Exercise
Restate the data below word for word, omitting pictures.

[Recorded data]
====

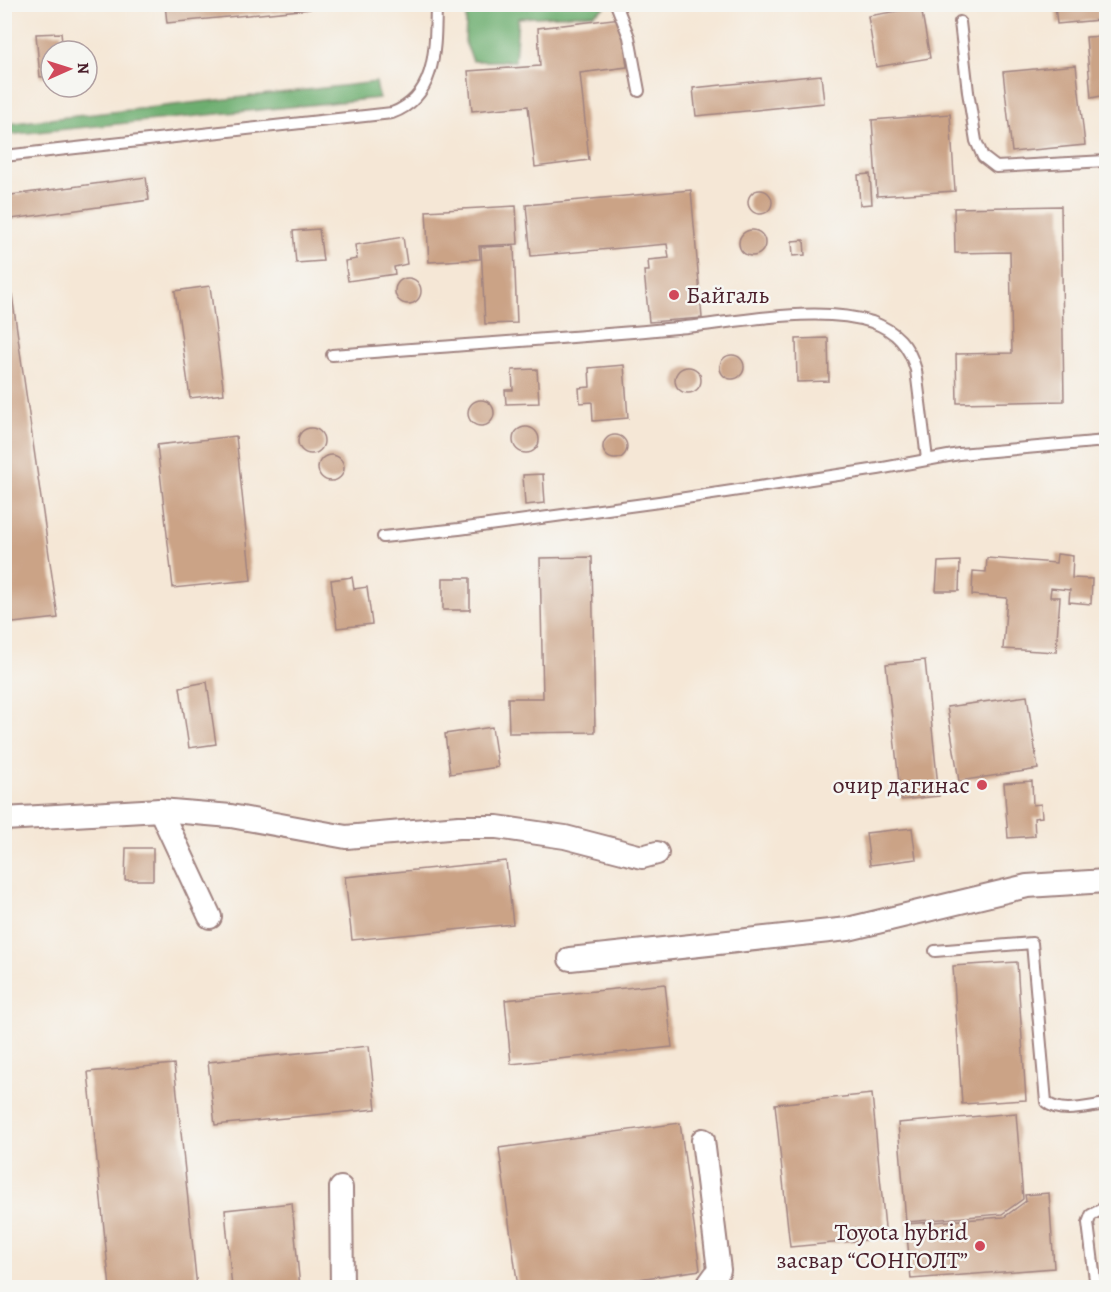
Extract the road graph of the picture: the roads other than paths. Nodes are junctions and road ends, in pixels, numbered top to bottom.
1 (436, 4) edge
2 (616, 4) edge
3 (960, 22) dead end
4 (639, 91) dead end
5 (4, 156) edge
6 (1107, 161) edge
7 (332, 355) dead end
8 (1107, 441) edge
9 (927, 459) junction
10 (384, 537) dead end
11 (160, 810) junction
12 (4, 819) edge
13 (657, 853) dead end
14 (1107, 881) edge
15 (210, 917) dead end
16 (935, 951) dead end
17 (570, 959) dead end
18 (1107, 1104) edge
19 (703, 1140) dead end
20 (341, 1188) dead end
21 (1107, 1207) edge
22 (342, 1287) edge
23 (705, 1287) edge
24 (1096, 1287) edge

1 - 5 lane
2 - 4 lane
3 - 6 lane
7 - 9 lane
8 - 9 lane
9 - 10 lane
11 - 12 street
11 - 13 street
11 - 15 street
14 - 17 street
16 - 18 lane
19 - 23 street
20 - 22 street
21 - 24 lane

====

Answer space
Extract the road graph of the picture: the roads other than paths. Nodes are junctions and road ends, in pixels, numbered top to bottom.
1 (436, 4) edge
2 (616, 4) edge
3 (960, 22) dead end
4 (639, 91) dead end
5 (4, 156) edge
6 (1107, 161) edge
7 (332, 355) dead end
8 (1107, 441) edge
9 (927, 459) junction
10 (384, 537) dead end
11 (160, 810) junction
12 (4, 819) edge
13 (657, 853) dead end
14 (1107, 881) edge
15 (210, 917) dead end
16 (935, 951) dead end
17 (570, 959) dead end
18 (1107, 1104) edge
19 (703, 1140) dead end
20 (341, 1188) dead end
21 (1107, 1207) edge
22 (342, 1287) edge
23 (705, 1287) edge
24 (1096, 1287) edge

1 - 5 lane
2 - 4 lane
3 - 6 lane
7 - 9 lane
8 - 9 lane
9 - 10 lane
11 - 12 street
11 - 13 street
11 - 15 street
14 - 17 street
16 - 18 lane
19 - 23 street
20 - 22 street
21 - 24 lane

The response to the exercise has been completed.